Rudolf Steiner, GA 301, 3. Vortrag

[…] Wir haben unterscheiden müssen das menschliche Leben bis zum Zahnwechsel und dann wiederum bis zur Geschlechtsreife, und ich habe versucht, Ihnen zu charakterisieren, wie anders die Kräfte sind in dem ersten menschlichen Lebensabschnitt als in dem zweiten. Das aber bedingt für beide Lebensabschnitte eine ganz verschiedene Art des seelischen Erlebens. Einfach dadurch, dass das Vorstellungsmäßige auf jene innere Verhärtung des menschlichen Leibes geht in der ersten Lebensepoche, die ihre Kulmination erlebt im Zahnwechsel um das siebente Jahr, ist für den Menschen in dieser Zeit das wichtigste Kommunikationsmittel in seiner menschlichen Umgebung das Prinzip der Nachahmung. Alles, was der Mensch in diesen Jahren vollzieht bis zum Zahnwechsel, vollzieht er aus dem Prinzip der Nachahmung. Es ist so unendlich wichtig, was die Umgebung eines Kindes tut in diesem Lebensalter; denn das Kind macht einfach nach. Es gehört zu den Kräften dieses Lebensalters, dass das Kind nachmacht. Und dieses Nachmachen hängt zusammen mit denselben Kräften, die die zweiten Zähne aus dem Kiefer herausholen. Es sind dieselben Kräfte und wir haben gesehen, es sind die vorstellenden Kräfte. Die vorstellenden Kräfte sind zugleich die gestaltenden Kräfte. Es sind die Kräfte, die im Prinzip des Nachahmens im Kinde wirken.
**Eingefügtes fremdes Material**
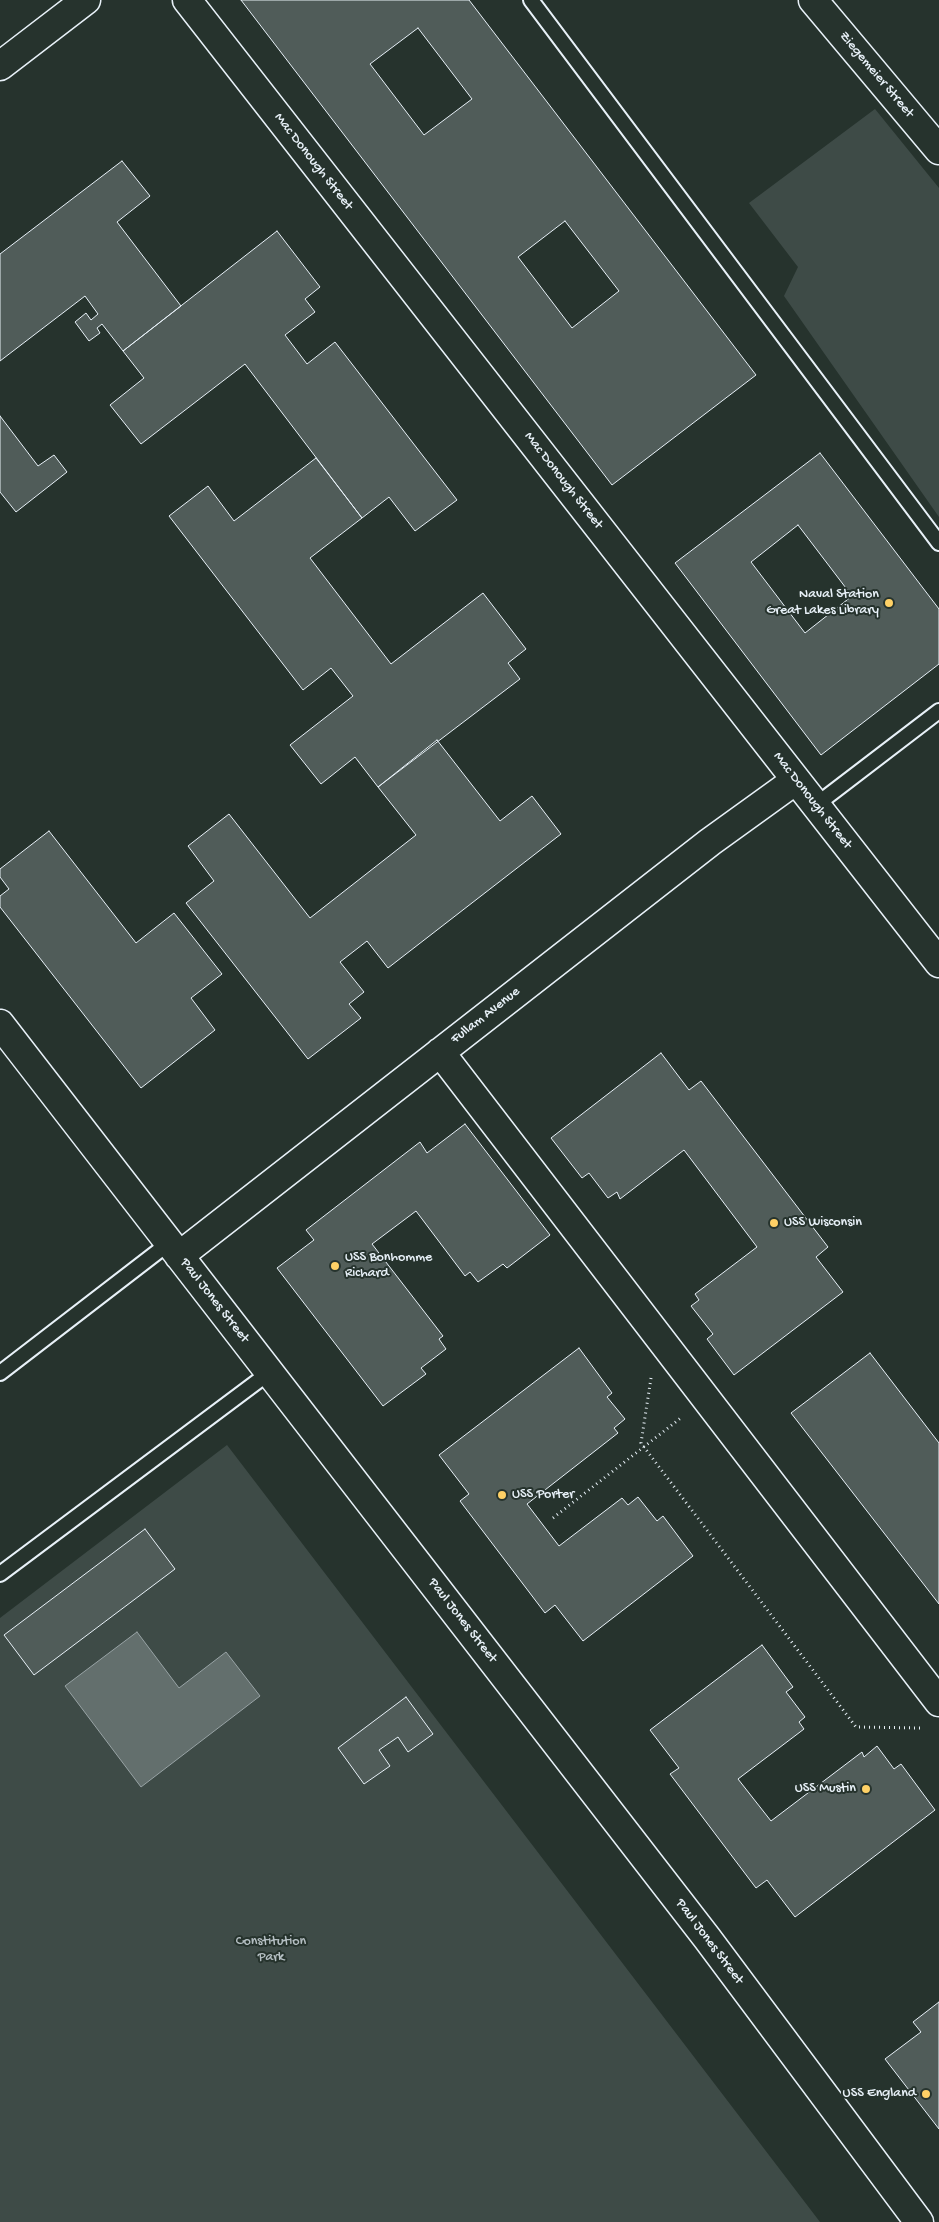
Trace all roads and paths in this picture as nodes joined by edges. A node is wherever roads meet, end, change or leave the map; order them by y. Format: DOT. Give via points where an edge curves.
graph roads {
  1 [pos="86,0"];
  2 [pos="187,0"];
  3 [pos="532,0"];
  4 [pos="812,0"];
  5 [pos="0,66"];
  6 [pos="939,150"];
  7 [pos="939,543"];
  8 [pos="939,711"];
  9 [pos="796,780"];
  10 [pos="816,805"];
  11 [pos="939,963"];
  12 [pos="0,1024"];
  13 [pos="440,1052"];
  14 [pos="174,1250"];
  15 [pos="658,1336"];
  16 [pos="270,1372"];
  17 [pos="0,1373"];
  18 [pos="706,1398"];
  19 [pos="644,1447"];
  20 [pos="553,1518"];
  21 [pos="0,1574"];
  22 [pos="939,1702"];
  23 [pos="930,1728"];
  24 [pos="920,2222"];
  1 -- 5 [label="street"];
  2 -- 9 [label="street, Mac Donough Street"];
  3 -- 7 [label="lane"];
  4 -- 6 [label="street, Ziegemeier Street"];
  8 -- 10 [label="lane"];
  9 -- 10 [label="street, Mac Donough Street"];
  9 -- 13 [label="street, Fullam Avenue" via="710,842"];
  10 -- 11 [label="street, Mac Donough Street"];
  12 -- 14 [label="street, Paul Jones Street"];
  13 -- 14 [label="street, Fullam Avenue"];
  13 -- 15 [label="street"];
  14 -- 16 [label="street, Paul Jones Street"];
  14 -- 17 [label="lane"];
  15 -- 18 [label="street"];
  15 -- 19 [label="path" via="641,1443"];
  16 -- 21 [label="lane"];
  16 -- 24 [label="street, Paul Jones Street" via="707,1938"];
  18 -- 19 [label="path"];
  18 -- 22 [label="street"];
  19 -- 20 [label="path"];
  19 -- 23 [label="path" via="856,1727"];
}
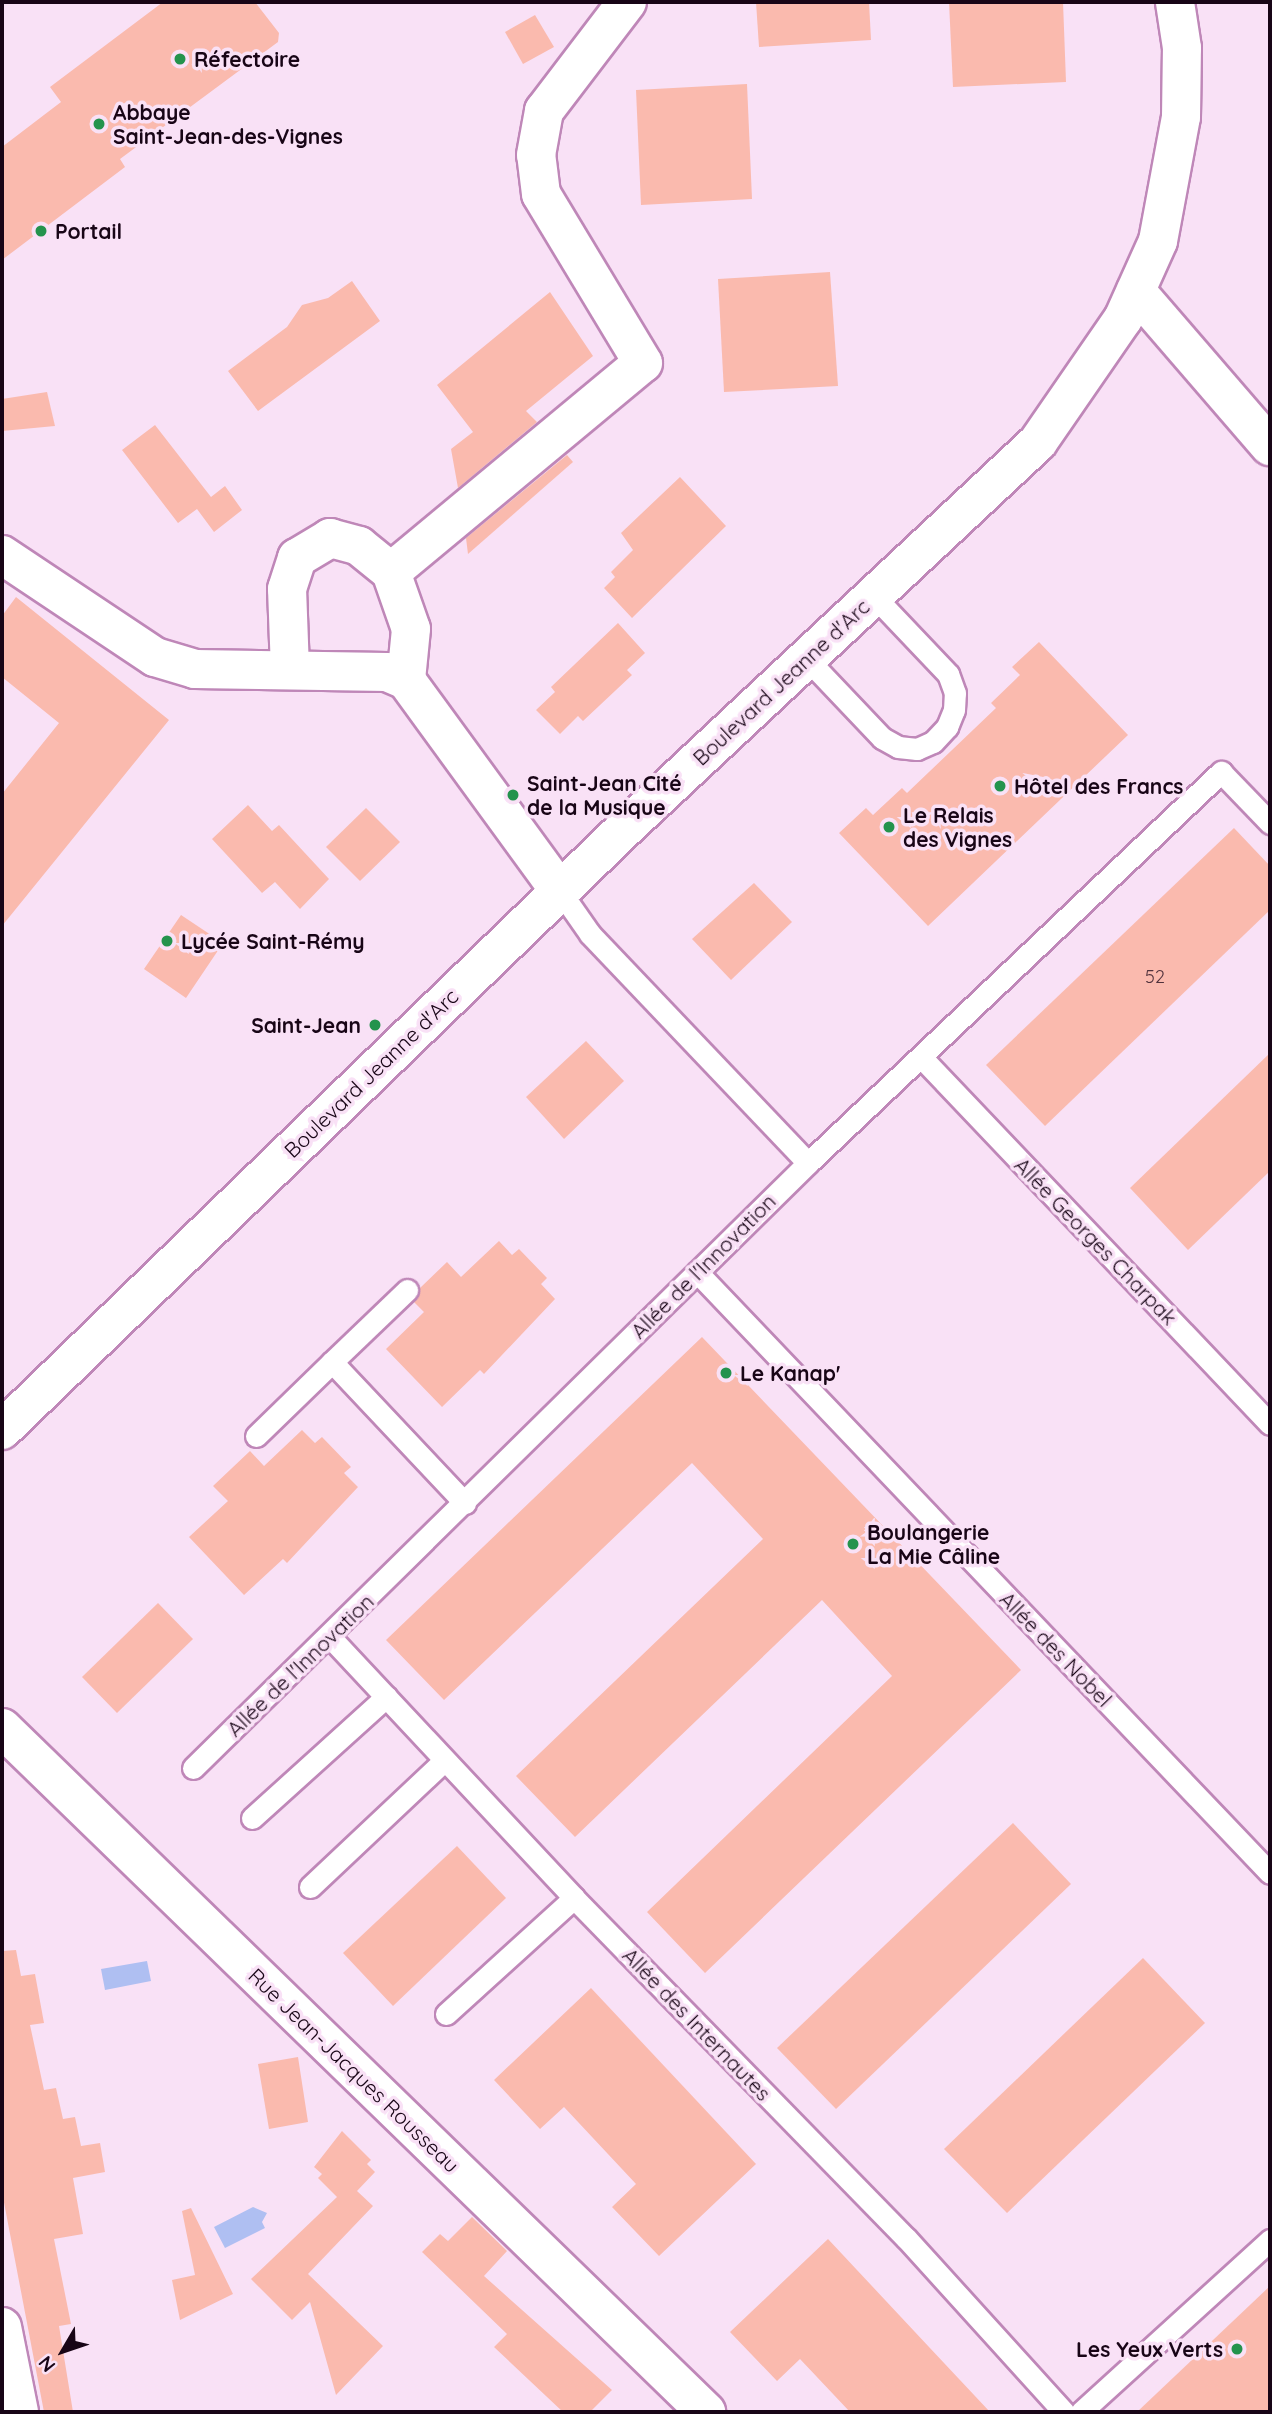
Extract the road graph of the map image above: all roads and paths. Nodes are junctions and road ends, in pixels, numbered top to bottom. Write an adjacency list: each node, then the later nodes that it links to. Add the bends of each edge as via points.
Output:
1 (627, 2): 6 (street, via 544,111 536,155 541,194 643,363)
2 (1175, 2): 3 (street, Boulevard Jeanne d'Arc, via 1182,48 1181,117 1158,242)
3 (1136, 291): 4 (street); 7 (street, Boulevard Jeanne d'Arc, via 1124,319 1038,442)
4 (1270, 446)
5 (2, 555): 9 (street, via 155,657 195,669)
6 (391, 572): 9 (street, via 359,546 330,538 297,558 287,589); 10 (street, via 411,629)
7 (874, 596): 8 (street, Boulevard Jeanne d'Arc); 8 (lane, via 952,683 954,710 933,742 917,749 898,747 882,738)
8 (807, 659): 12 (street, Boulevard Jeanne d'Arc)
9 (290, 670): 10 (street, via 387,672)
10 (406, 680): 12 (street)
11 (1270, 823): 13 (lane, Allée de l'Innovation, via 1221,772)
12 (560, 891): 14 (lane, via 590,934); 19 (street, Boulevard Jeanne d'Arc)
13 (921, 1057): 14 (lane, Allée de l'Innovation); 18 (lane, Allée Georges Charpak)
14 (807, 1163): 15 (lane, Allée de l'Innovation)
15 (697, 1272): 21 (lane, Allée de l'Innovation); 28 (lane, Allée des Nobel)
16 (407, 1290): 17 (lane)
17 (332, 1362): 20 (lane); 21 (lane)
18 (1270, 1424)
19 (2, 1430)
20 (256, 1436)
21 (465, 1503): 22 (lane, Allée de l'Innovation)
22 (330, 1637): 23 (lane, Allée des Internautes); 26 (lane, Allée de l'Innovation)
23 (386, 1696): 25 (lane, Allée des Internautes); 27 (lane)
24 (2, 1728): 35 (street, Rue Jean-Jacques Rousseau)
25 (445, 1759): 29 (lane); 30 (lane, Allée des Internautes)
26 (193, 1768)
27 (252, 1818)
28 (1270, 1873)
29 (310, 1886)
30 (574, 1898): 31 (lane); 36 (lane, Allée des Internautes, via 906,2238)
31 (446, 2014)
32 (1270, 2240): 37 (lane)
33 (2, 2327): 34 (street)
34 (19, 2412)
35 (706, 2412)
36 (1064, 2412)
37 (1081, 2412)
Denken Sie sich, was das heißt, wenn man das einsieht nicht nur mit dem Verstande, nicht bloß intellektuell, wenn man das einsieht mit dem ganzen Menschen, mit der ganzen Seele, wenn man dafür volles universell menschliches Verständnis hat! Das heißt, ich weiß, wenn ich vor einem noch nicht siebenjährigen Kinde etwas tue, so tue ich das nicht nur für mich, sondern es setzt sich mein Tun in das Tun des Kindes hinein fort. Ich bin nicht allein mit meinem Tun. Wir werden sehen: ich bin nicht allein mit meinem Tun, mit meinem Wollen, mit meinem Fühlen, ich bin nicht allein mit meinem Denken oder Vorstellen, denn die wirken als Imponderabilien. […]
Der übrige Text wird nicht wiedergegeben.